**PROBLEM DESCRIPTION:**
With the pictures removed, the data below must be transcribed in full and exactly.

**GIVEN RECORDS:**
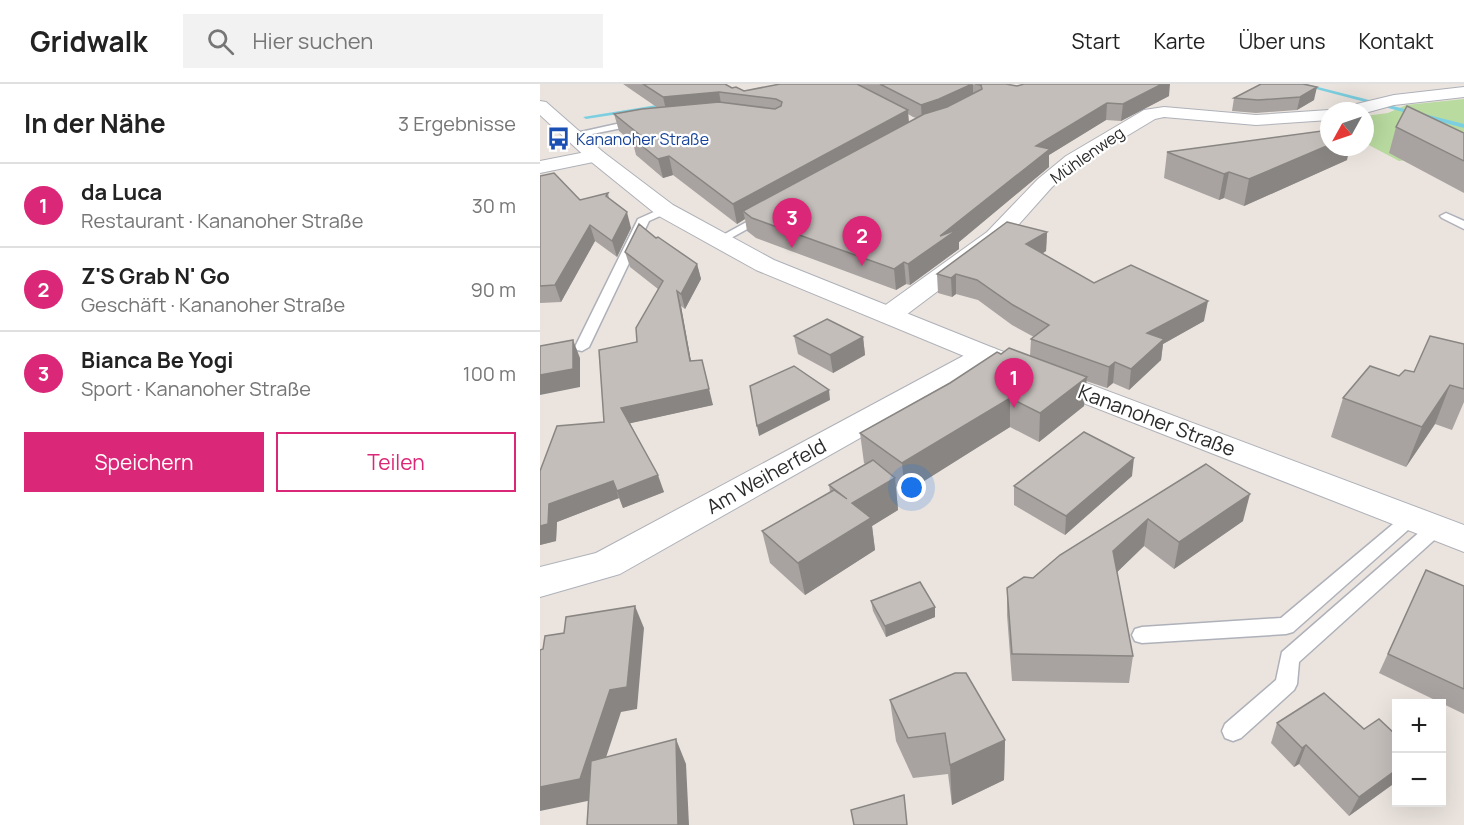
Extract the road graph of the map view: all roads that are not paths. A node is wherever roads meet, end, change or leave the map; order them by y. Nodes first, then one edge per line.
1 (1464, 92) edge
2 (1374, 104) edge
3 (540, 106) edge
4 (1320, 116) edge
5 (646, 121) edge
6 (572, 135) junction
7 (596, 156) junction
8 (540, 167) edge
9 (779, 207) edge
10 (665, 210) junction
11 (1446, 216) dead end
12 (1464, 226) edge
13 (718, 242) junction
14 (889, 315) junction
15 (582, 347) dead end
16 (986, 355) junction
17 (1437, 528) edge
18 (540, 582) edge
19 (1142, 635) dead end
20 (1233, 731) dead end

1 - 2 street
3 - 6 street, Kananoher Straße
4 - 14 street, Mühlenweg
5 - 6 lane
6 - 7 street, Kananoher Straße
7 - 8 street
7 - 10 street, Kananoher Straße
9 - 13 lane
10 - 13 street, Kananoher Straße
10 - 15 lane
11 - 12 lane
13 - 14 street, Kananoher Straße
14 - 16 street, Kananoher Straße
16 - 17 street, Kananoher Straße
16 - 18 street, Am Weiherfeld
17 - 19 lane
17 - 20 lane

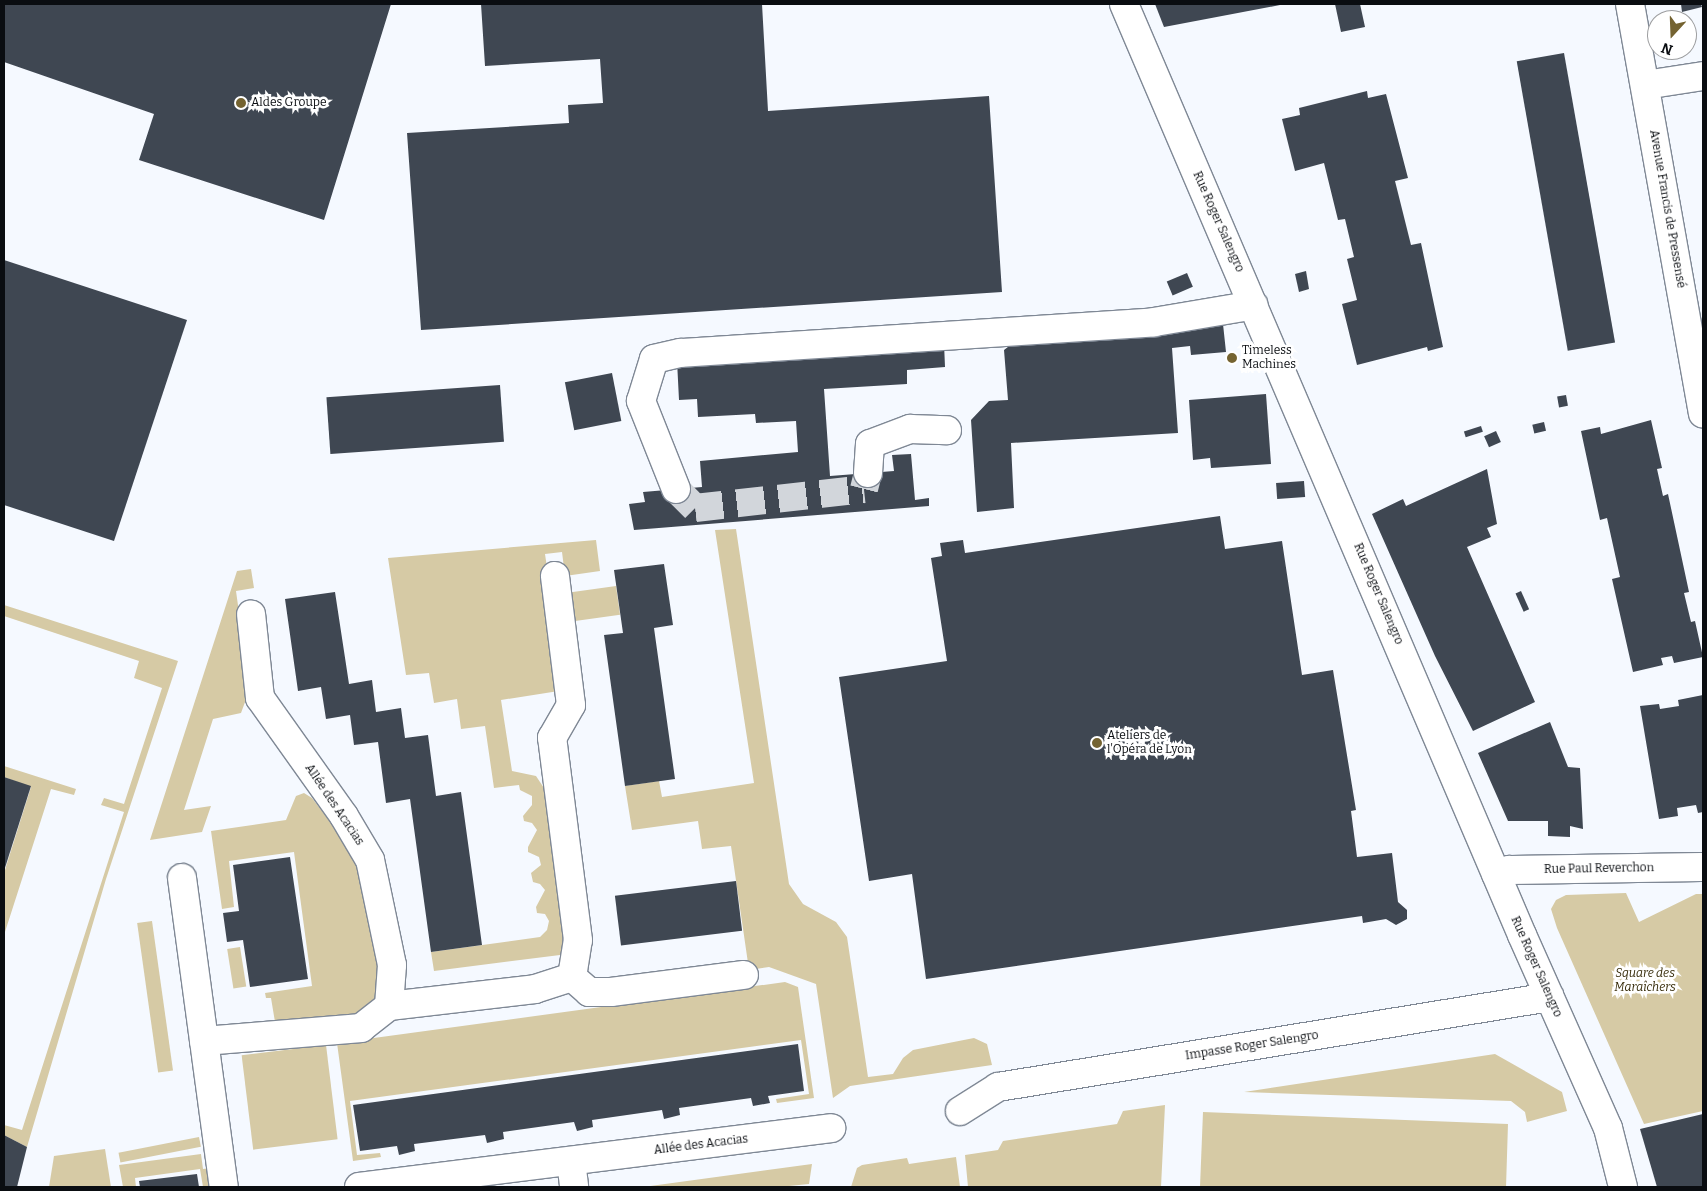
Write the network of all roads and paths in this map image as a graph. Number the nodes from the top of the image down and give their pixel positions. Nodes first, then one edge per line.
1 (1124, 4) edge
2 (1630, 4) edge
3 (1703, 76) edge
4 (1645, 85) junction
5 (1254, 306) junction
6 (1703, 414) edge
7 (947, 430) dead end
8 (868, 473) tunnel mouth
9 (676, 489) tunnel mouth
10 (555, 576) dead end
11 (251, 614) dead end
12 (1703, 867) edge
13 (1496, 874) junction
14 (182, 878) dead end
15 (744, 975) dead end
16 (572, 977) junction
17 (1550, 998) junction
18 (389, 1006) junction
19 (204, 1042) junction
20 (960, 1111) dead end
21 (831, 1128) dead end
22 (573, 1174) edge
23 (224, 1187) edge
24 (359, 1187) edge
25 (1623, 1187) edge

1 - 5 street, Rue Roger Salengro
2 - 4 street, Avenue Francis de Pressensé
3 - 4 street
4 - 6 street, Avenue Francis de Pressensé
5 - 9 street
5 - 13 street, Rue Roger Salengro
7 - 8 street
10 - 16 street
11 - 18 street, Allée des Acacias
12 - 13 street, Rue Paul Reverchon
13 - 17 street, Rue Roger Salengro
14 - 19 street
15 - 16 street
16 - 18 street
17 - 20 street, Impasse Roger Salengro
17 - 25 street, Rue Roger Salengro
18 - 19 street
19 - 23 street
21 - 22 street, Allée des Acacias
22 - 24 street, Allée des Acacias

**RESPONSE AREA:**
Extract the road graph of the map view: all roads that are not paths. A node is wherever roads meet, end, change or leave the map; order them by y. Nodes first, then one edge per line.
1 (1464, 92) edge
2 (1374, 104) edge
3 (540, 106) edge
4 (1320, 116) edge
5 (646, 121) edge
6 (572, 135) junction
7 (596, 156) junction
8 (540, 167) edge
9 (779, 207) edge
10 (665, 210) junction
11 (1446, 216) dead end
12 (1464, 226) edge
13 (718, 242) junction
14 (889, 315) junction
15 (582, 347) dead end
16 (986, 355) junction
17 (1437, 528) edge
18 (540, 582) edge
19 (1142, 635) dead end
20 (1233, 731) dead end

1 - 2 street
3 - 6 street, Kananoher Straße
4 - 14 street, Mühlenweg
5 - 6 lane
6 - 7 street, Kananoher Straße
7 - 8 street
7 - 10 street, Kananoher Straße
9 - 13 lane
10 - 13 street, Kananoher Straße
10 - 15 lane
11 - 12 lane
13 - 14 street, Kananoher Straße
14 - 16 street, Kananoher Straße
16 - 17 street, Kananoher Straße
16 - 18 street, Am Weiherfeld
17 - 19 lane
17 - 20 lane

Write the network of all roads and paths in this map image as a graph. Number the nodes from the top of the image down and give their pixel positions. Nodes first, then one edge per line.
1 (1124, 4) edge
2 (1630, 4) edge
3 (1703, 76) edge
4 (1645, 85) junction
5 (1254, 306) junction
6 (1703, 414) edge
7 (947, 430) dead end
8 (868, 473) tunnel mouth
9 (676, 489) tunnel mouth
10 (555, 576) dead end
11 (251, 614) dead end
12 (1703, 867) edge
13 (1496, 874) junction
14 (182, 878) dead end
15 (744, 975) dead end
16 (572, 977) junction
17 (1550, 998) junction
18 (389, 1006) junction
19 (204, 1042) junction
20 (960, 1111) dead end
21 (831, 1128) dead end
22 (573, 1174) edge
23 (224, 1187) edge
24 (359, 1187) edge
25 (1623, 1187) edge

1 - 5 street, Rue Roger Salengro
2 - 4 street, Avenue Francis de Pressensé
3 - 4 street
4 - 6 street, Avenue Francis de Pressensé
5 - 9 street
5 - 13 street, Rue Roger Salengro
7 - 8 street
10 - 16 street
11 - 18 street, Allée des Acacias
12 - 13 street, Rue Paul Reverchon
13 - 17 street, Rue Roger Salengro
14 - 19 street
15 - 16 street
16 - 18 street
17 - 20 street, Impasse Roger Salengro
17 - 25 street, Rue Roger Salengro
18 - 19 street
19 - 23 street
21 - 22 street, Allée des Acacias
22 - 24 street, Allée des Acacias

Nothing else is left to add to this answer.